- [What is being asked] Please transcribe the entries that follow exactly as they stand, skipping each picture.
---+---
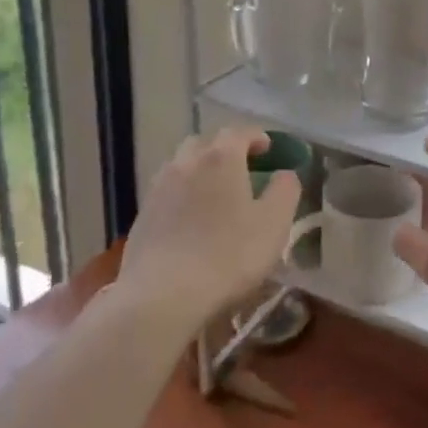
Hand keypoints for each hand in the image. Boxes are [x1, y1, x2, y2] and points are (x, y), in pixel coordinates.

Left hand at [119, 128, 301, 326]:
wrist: (162, 296)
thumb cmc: (228, 255)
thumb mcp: (274, 223)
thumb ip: (285, 191)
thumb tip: (285, 174)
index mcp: (221, 158)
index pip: (238, 132)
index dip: (255, 137)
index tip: (267, 148)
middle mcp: (186, 163)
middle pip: (205, 143)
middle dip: (224, 150)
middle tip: (241, 168)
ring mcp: (159, 188)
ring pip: (181, 166)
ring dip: (199, 171)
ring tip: (214, 193)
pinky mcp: (142, 216)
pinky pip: (167, 192)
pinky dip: (181, 195)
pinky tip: (190, 220)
---+---
- [Result for this task]
Hand keypoints for each hand in the image. Boxes are [x1, y1, x2, y2] and points are (x, y), in pixel coordinates.

Left hand at [119, 128, 301, 326]:
wrist: (162, 296)
thumb cmc: (228, 255)
thumb mcp: (274, 223)
thumb ip: (285, 191)
thumb tip: (285, 174)
index mcp: (221, 158)
index pip: (238, 132)
index dip: (255, 137)
index tip: (267, 148)
middle mcp: (186, 163)
middle pip: (205, 143)
middle dip: (224, 150)
middle tip: (241, 168)
ring mcp: (159, 188)
ring pip: (181, 166)
ring dip: (199, 171)
ring tip: (214, 193)
pinky mcp: (142, 216)
pinky pip: (167, 192)
pinky dip: (181, 195)
pinky tip: (190, 220)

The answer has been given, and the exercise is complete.